'Kettled' or not, 700 arrested protesters is a lot, and it happened right here
Each day, the New York tabloids vie to sell readers at the newsstands on outrageous headlines, dramatic photography, and, occasionally, great reporting. Who is today's winner?
The New York Post: Over the weekend, the Post went big on Occupy Wall Street's migration to the Brooklyn Bridge, with a two-page protestacular and a full-page photo of the bridge thronged with protesters under the headline "S#!T HITS THE SPAN." Today, they're on it again, but without the art.
A black box at the bottom of the page carries knockout-white type reads "FAIR WARNING." "Videos back cops in 700 bridge busts." They're referring to two videos released by the New York Police Department purporting to show that they warned protesters that if they went onto the bridge they'd be arrested; about 3,000 did, which means that about three quarters weren't. But there were wide charges carried across Twitter, Facebook and by reporters on the scene that protesters complained they were being "kettled," or induced to enter an area (the roadway of the bridge) that was forbidden, then trapped there to be arrested en masse. It's this accusation the police confronted yesterday with the videos.
But the news today about the protesters on the bridge (which gave the Post its cover image yesterday) is not the eye-catcher on the page. That distinction belongs in small measure to Derek Jeter, pictured at bat in a little box to the left of the main news story, under the words "Tigers trip Yanks" (the Yankees lost game 2 of their American League Division Series against the Tigers 5-3, evening the series at 1-1). But it belongs in far greater measure to the chronically underestimated Hakeem Nicks, pictured today in an end-zone victory lap. "Desert miracle" reads the headline; "Giants' heart-stopping comeback vs. Arizona." No reason to paraphrase the significance of the game:
It was a wild finish and a dramatic victory for the Giants, who are 3-1 after losing their season opener. The Giants took the field after two of their main adversaries in the NFC East, the Eagles and Cowboys, both suffered fourth-quarter collapses at home in dreadful losses. The Redskins beat the Rams, meaning the Giants gained ground on both the Eagles and Cowboys and kept pace with the Redskins atop the division.

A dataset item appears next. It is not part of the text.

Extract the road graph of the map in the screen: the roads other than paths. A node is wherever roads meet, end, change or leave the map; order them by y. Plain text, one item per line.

Daily News: It wasn't actually the last play of the game when Manning found Nicks with three minutes remaining, but it was the game-winner. And so the News has what it seems obvious to put on the cover: Nicks catching the ball. It's a nicely composed action shot, with the Cardinals' cornerback Patrick Peterson obviously helpless to stop him. But somewhat deadening the action is the tremendous amount of hard-to-read yellow text over the photo. "Giants' 2 late TDs stun Cards, 31-27." It's the kind of print headline you expect to appear in a nice italic serif font in black over white on a broadsheet page, with the photo nicely confined to a corner of the article, not a tabloid front-page action shot from a thrilling game moment. Why not "RAZING ARIZONA" or some such, and leave the details for a dek on the back-page sports cover?

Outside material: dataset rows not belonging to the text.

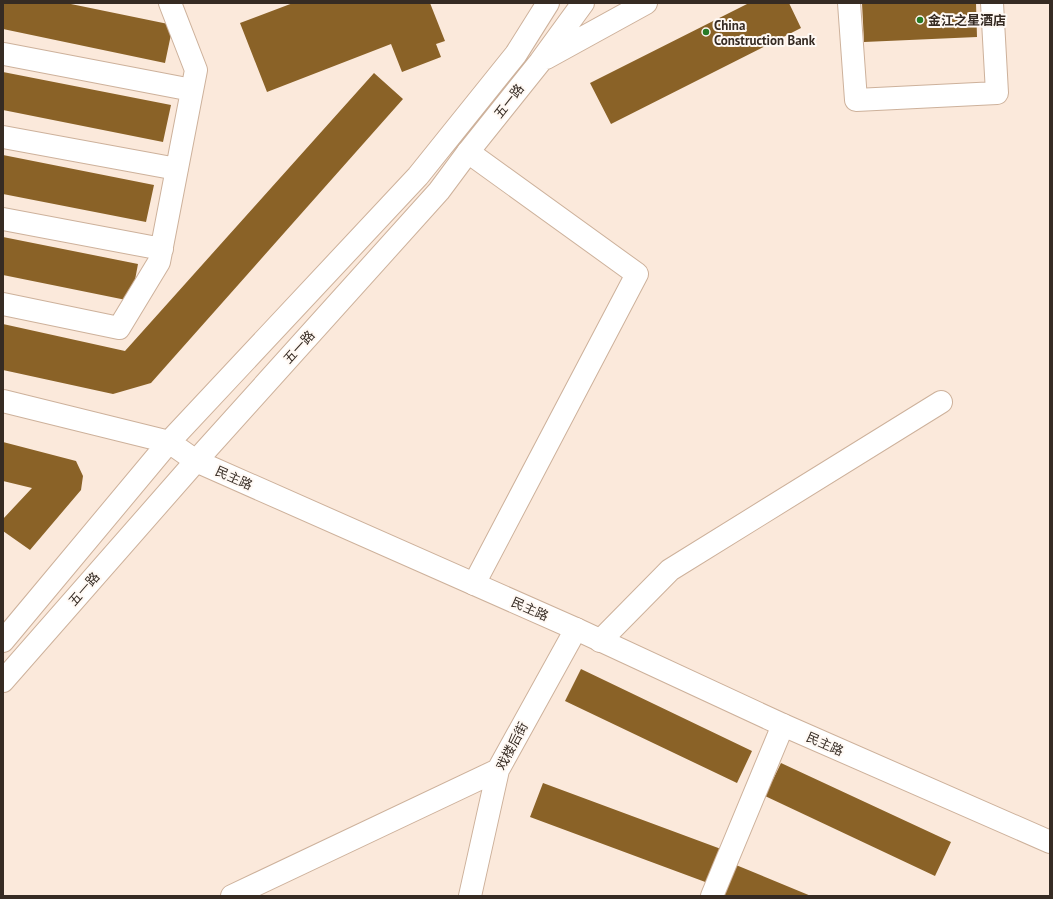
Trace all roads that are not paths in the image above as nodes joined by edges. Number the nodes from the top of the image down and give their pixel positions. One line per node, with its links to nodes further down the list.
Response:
1 (170, 3): 11 (street)
2 (536, 3): 9 (street)
3 (548, 3): 9 (street, 五一路)
4 (583, 3): 10 (street, 五一路)
5 (646, 3): 10 (street)
6 (849, 3): 7 (street)
7 (992, 3)
8 (4, 54): 11 (street)
9 (516, 54): 20 (street, 五一路)
10 (540, 62): 13 (street, 五一路)
11 (192, 90): 14 (street)
12 (3, 137): 14 (street)
13 (468, 152): 21 (street, 五一路); 22 (street)
14 (177, 169): 16 (street)
15 (3, 219): 16 (street)
16 (162, 249): 17 (street)
17 (3, 304)
18 (3, 401): 20 (street, 民主路)
19 (941, 402): 25 (street)
20 (169, 442): 21 (street, 民主路); 24 (street, 五一路)
21 (196, 461): 22 (street, 民主路); 26 (street, 五一路)
22 (474, 584): 23 (street, 民主路)
23 (576, 629): 25 (street, 民主路); 28 (street, 戏楼后街)
24 (3, 641)
25 (600, 641): 27 (street, 民主路)
26 (3, 681)
27 (783, 725): 29 (street, 民主路); 32 (street)
28 (498, 770): 30 (street); 31 (street, 戏楼后街)
29 (1050, 842)
30 (232, 896)
31 (470, 896)
32 (712, 896)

Still it's a great picture, and leaves the News the visual space to explore Governor Chris Christie's presidential prospects with mostly a type treatment. "BORN TO RUN?" is the headline. And while I hate question-mark headlines in these instances as a rule, it works here (especially with the Bruce Springsteen reference). "Christie reviews troops as buzz builds for Prez bid."

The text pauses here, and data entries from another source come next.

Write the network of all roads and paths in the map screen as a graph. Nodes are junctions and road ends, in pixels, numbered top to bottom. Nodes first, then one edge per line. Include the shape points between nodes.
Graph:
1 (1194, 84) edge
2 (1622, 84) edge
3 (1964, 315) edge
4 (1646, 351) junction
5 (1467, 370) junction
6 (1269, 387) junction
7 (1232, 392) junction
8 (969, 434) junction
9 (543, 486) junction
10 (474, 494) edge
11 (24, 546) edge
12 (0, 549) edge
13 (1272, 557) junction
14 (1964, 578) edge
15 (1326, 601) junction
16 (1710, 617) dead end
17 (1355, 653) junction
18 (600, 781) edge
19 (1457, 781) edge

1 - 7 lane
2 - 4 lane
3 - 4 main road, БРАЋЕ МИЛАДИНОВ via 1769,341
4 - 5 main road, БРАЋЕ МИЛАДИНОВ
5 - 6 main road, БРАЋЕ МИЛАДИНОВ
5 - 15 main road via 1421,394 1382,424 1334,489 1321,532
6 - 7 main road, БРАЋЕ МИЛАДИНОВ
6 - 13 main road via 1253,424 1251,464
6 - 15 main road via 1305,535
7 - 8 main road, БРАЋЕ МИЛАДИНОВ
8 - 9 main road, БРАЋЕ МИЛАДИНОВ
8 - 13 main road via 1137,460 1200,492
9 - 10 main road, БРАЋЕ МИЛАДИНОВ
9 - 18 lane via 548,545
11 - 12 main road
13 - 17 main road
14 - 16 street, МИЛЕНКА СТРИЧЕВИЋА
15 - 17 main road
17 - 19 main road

All the piece really is is an account of Christie's visit to a Sea Girt, N.J. demonstration of the New Jersey National Guard. He's said to be looking "presidential" during this event (even though it is explicitly a statewide event that would only ever feature the governor as its guest of honor). It's really just an excuse to buzz about all the buzz, which, notably, the Post has been faster on than the News.
Finally, and here the timing is unideal: A big Yankees poster, again! On a day when the Yankees are coming off a loss, the tone is missing something here. I guess it's early days still.
Observations: Well, I'm torn on the photography: The better photo is on the News but it's almost ruined in the way it's treated; "Desert miracle" at least gives the Post's slightly less great photo all the dignity it can. There's no way that a local tabloid can justify a headscratcher about Christie tied to an event in Sea Girt as important local news compared to the arrest of 700 protesters on the Brooklyn Bridge either, is there? And of course, even a little box about the Yankees' loss looks more relevant today than a collectible poster.
Winner: The New York Post.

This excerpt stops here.